One of the most startling aspects of collecting in the Usan area in recent times is the sheer extent of the refuse gathering on its beaches. Upon closer examination (and believe me, sometimes this has been voluntary, and sometimes not) it would appear that the main culprits are night fishermen, who are often to be seen on the coast around Fishtown of Usan and Boddin Point. This can be deduced from observing the huge amount of broken line that is washed up, coiling up in elasticity forming clumps amongst the seaweed. Large discarded plastic bags originally containing bait (small crabs and lugworm), as well as the plastic tubs of rotting shrimp presumably used as bait on other occasions and then discarded can also be found as well as fishing weights in all sizes, empty energy drinks cans (from what I understand some night fishermen, depending on tide times, will stay up till sunrise) and confectionary wrappers etc. I have even once found a whole electrical lighting rig contained in a rucksack and presumably lost in wild weather, together with a flashlight and gutting knife, lodged amongst sand and boulders in a gully close to Elephant Rock. This is not even to mention the farm refuse that gathers there also, mainly A LOT of white discarded plastic perhaps from feed bags, oil containers (motorcycle oil in some instances), and various associated fare. This midden must be carefully negotiated in order to access banks of coastal shingle. The infamous Elephant Rock Bicycle has finally been absorbed into the sand.

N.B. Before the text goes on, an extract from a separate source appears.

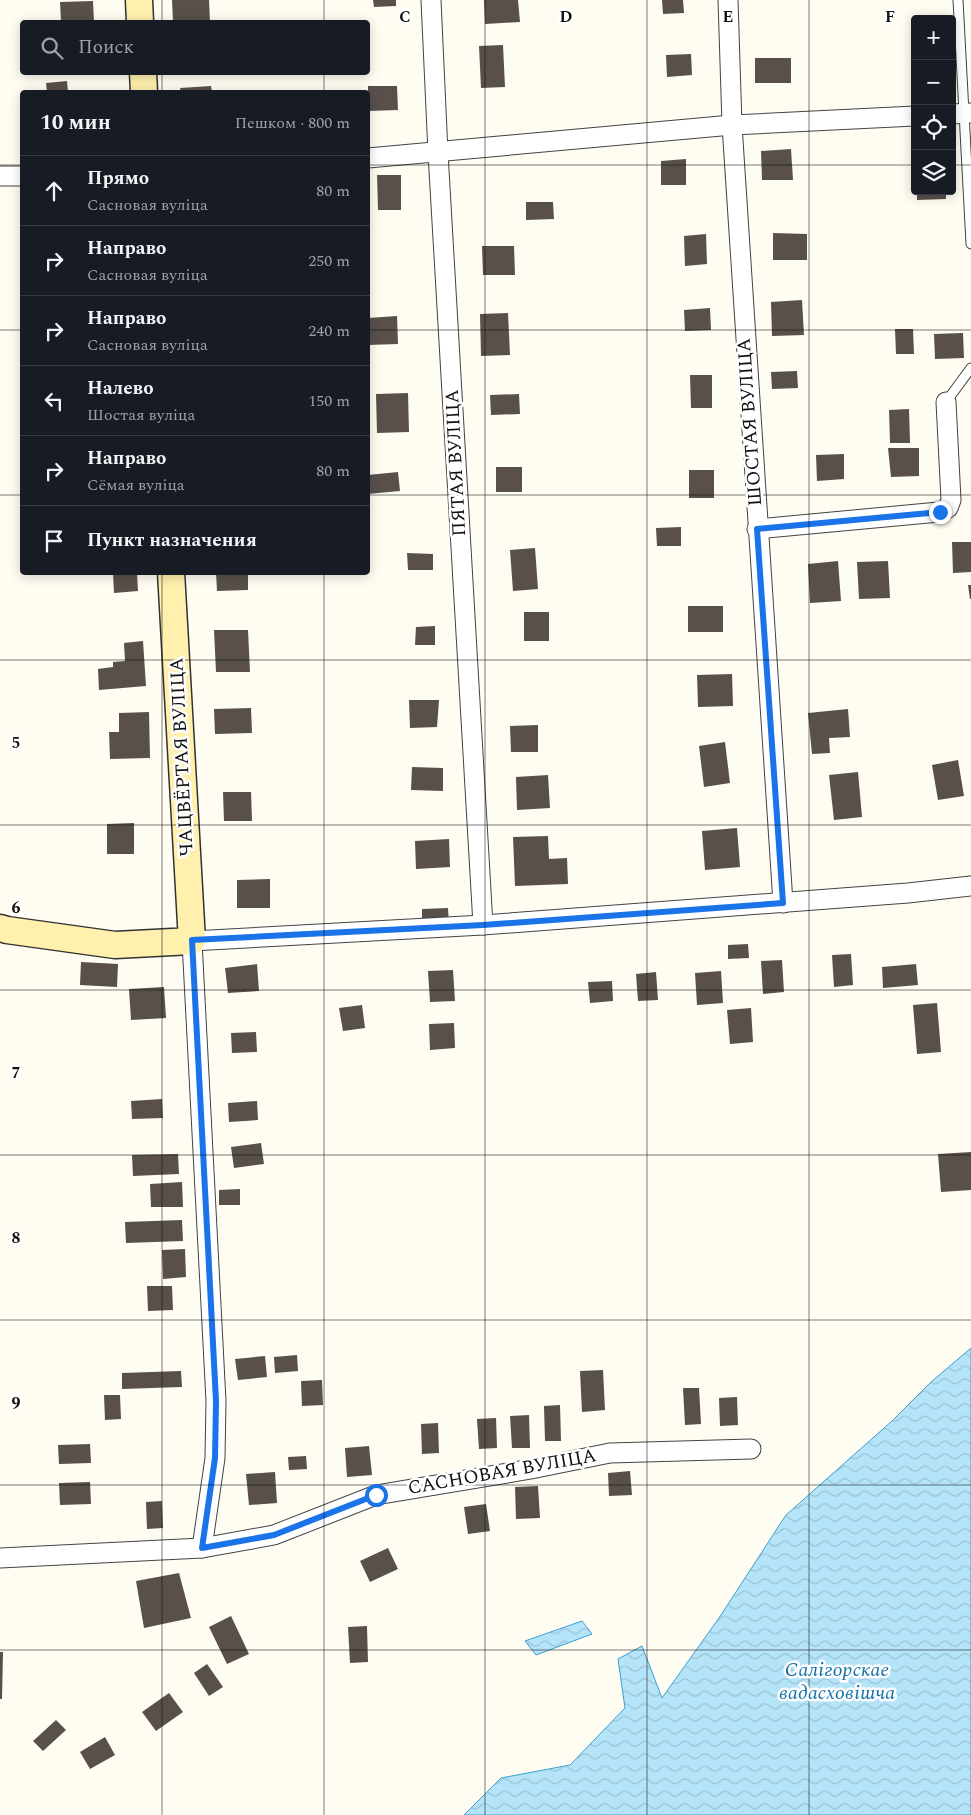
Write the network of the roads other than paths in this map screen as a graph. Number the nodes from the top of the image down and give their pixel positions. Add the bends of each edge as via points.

I am aware that fishermen fishing at night in the area do lose a lot of gear, mainly because of how weedy and rocky the seabed is in the area, as well as because they may be fishing in inclement weather. However, there is no excuse for making no attempt to remove this from the strandline especially when it is known that seabirds can become tangled in lost line quite easily.
When I first began seriously collecting in the Usan area in the late summer of 2012, there was nowhere near as much rubbish to be found. It may be that there has been a renaissance in numbers of night fishermen of late. It should be noted that I am sure that the majority of fishermen and farmers happily tidy-up after themselves while visiting wild areas and would not dream of throwing their assorted refuse into the convenient sea.